DATASET EXTRACT:
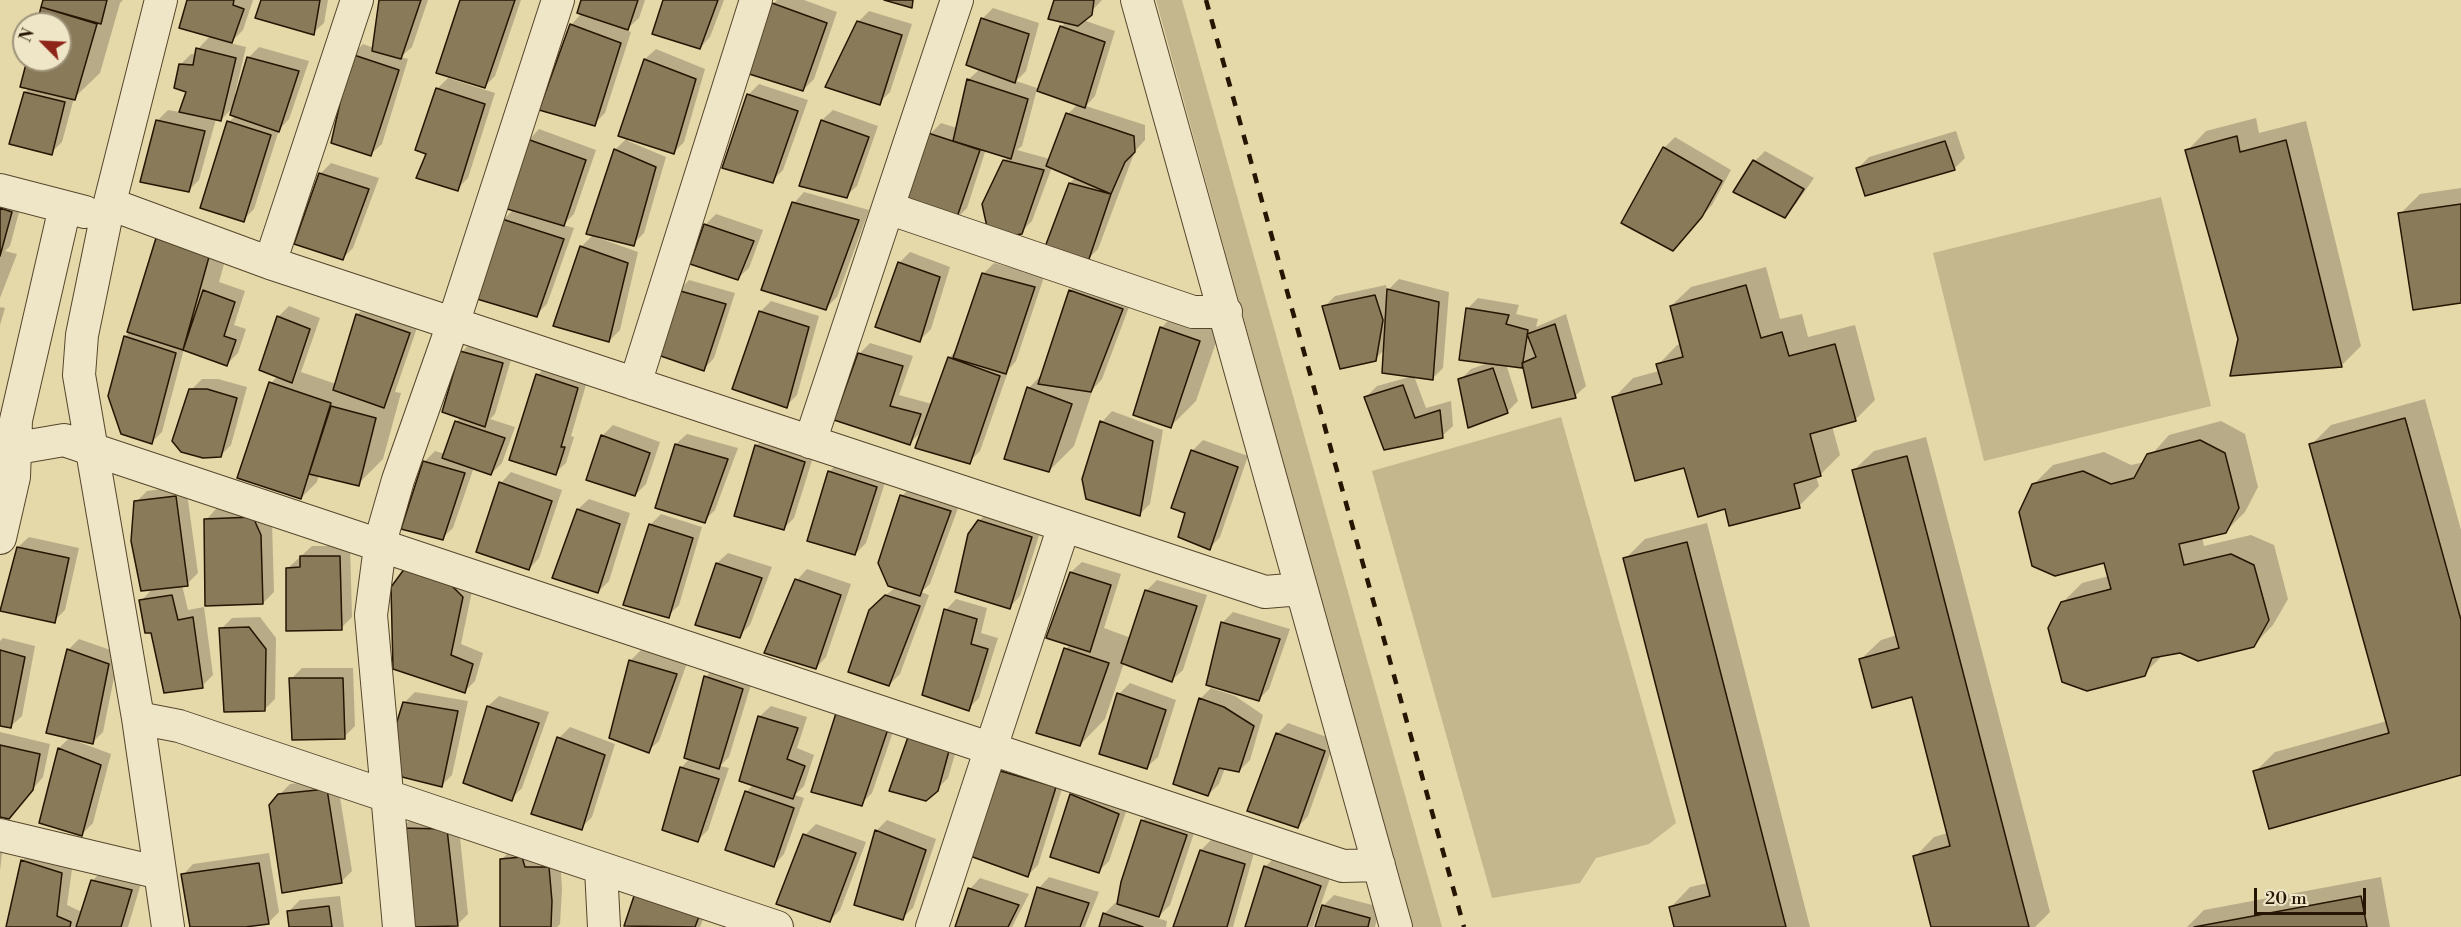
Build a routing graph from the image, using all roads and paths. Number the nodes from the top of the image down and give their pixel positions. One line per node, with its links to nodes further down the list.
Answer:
1 (161, 0): 10 (street)
2 (357, 0): 11 (street)
3 (558, 0): 13 (street)
4 (756, 0): 14 (street)
5 (957, 0): 9 (street)
6 (1137, 0): 12 (street)
7 (0, 190): 8 (street)
8 (65, 207): 10 (street); 17 (street)
9 (888, 208): 12 (street); 15 (street)
10 (108, 211): 11 (street); 16 (street)
11 (270, 263): 13 (street)
12 (1226, 312): 21 (street)
13 (453, 324): 14 (street); 20 (street)
14 (635, 384): 15 (street)
15 (810, 442): 18 (street)
16 (90, 448): 17 (street); 20 (street); 22 (street)
17 (7, 450): 19 (street)
18 (1065, 526): 21 (street); 23 (street)
19 (0, 538)
20 (380, 545): 23 (street); 24 (street)
21 (1301, 590): 26 (street)
22 (138, 718): 24 (street); 28 (street)
23 (991, 749): 26 (street); 33 (street)
24 (387, 795): 27 (street); 30 (street)
25 (0, 835): 28 (street)
26 (1379, 865): 34 (street)
27 (601, 869): 31 (street); 32 (street)
28 (160, 873): 29 (street)
29 (168, 927)
30 (399, 927)
31 (604, 927)
32 (777, 927)
33 (932, 927)
34 (1396, 927)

WORK INSTRUCTIONS:
With the pictures removed, the entries above should be transcribed exactly.

EXERCISE OUTPUT:
Build a routing graph from the image, using all roads and paths. Number the nodes from the top of the image down and give their pixel positions. One line per node, with its links to nodes further down the list.
Answer:
1 (161, 0): 10 (street)
2 (357, 0): 11 (street)
3 (558, 0): 13 (street)
4 (756, 0): 14 (street)
5 (957, 0): 9 (street)
6 (1137, 0): 12 (street)
7 (0, 190): 8 (street)
8 (65, 207): 10 (street); 17 (street)
9 (888, 208): 12 (street); 15 (street)
10 (108, 211): 11 (street); 16 (street)
11 (270, 263): 13 (street)
12 (1226, 312): 21 (street)
13 (453, 324): 14 (street); 20 (street)
14 (635, 384): 15 (street)
15 (810, 442): 18 (street)
16 (90, 448): 17 (street); 20 (street); 22 (street)
17 (7, 450): 19 (street)
18 (1065, 526): 21 (street); 23 (street)
19 (0, 538)
20 (380, 545): 23 (street); 24 (street)
21 (1301, 590): 26 (street)
22 (138, 718): 24 (street); 28 (street)
23 (991, 749): 26 (street); 33 (street)
24 (387, 795): 27 (street); 30 (street)
25 (0, 835): 28 (street)
26 (1379, 865): 34 (street)
27 (601, 869): 31 (street); 32 (street)
28 (160, 873): 29 (street)
29 (168, 927)
30 (399, 927)
31 (604, 927)
32 (777, 927)
33 (932, 927)
34 (1396, 927)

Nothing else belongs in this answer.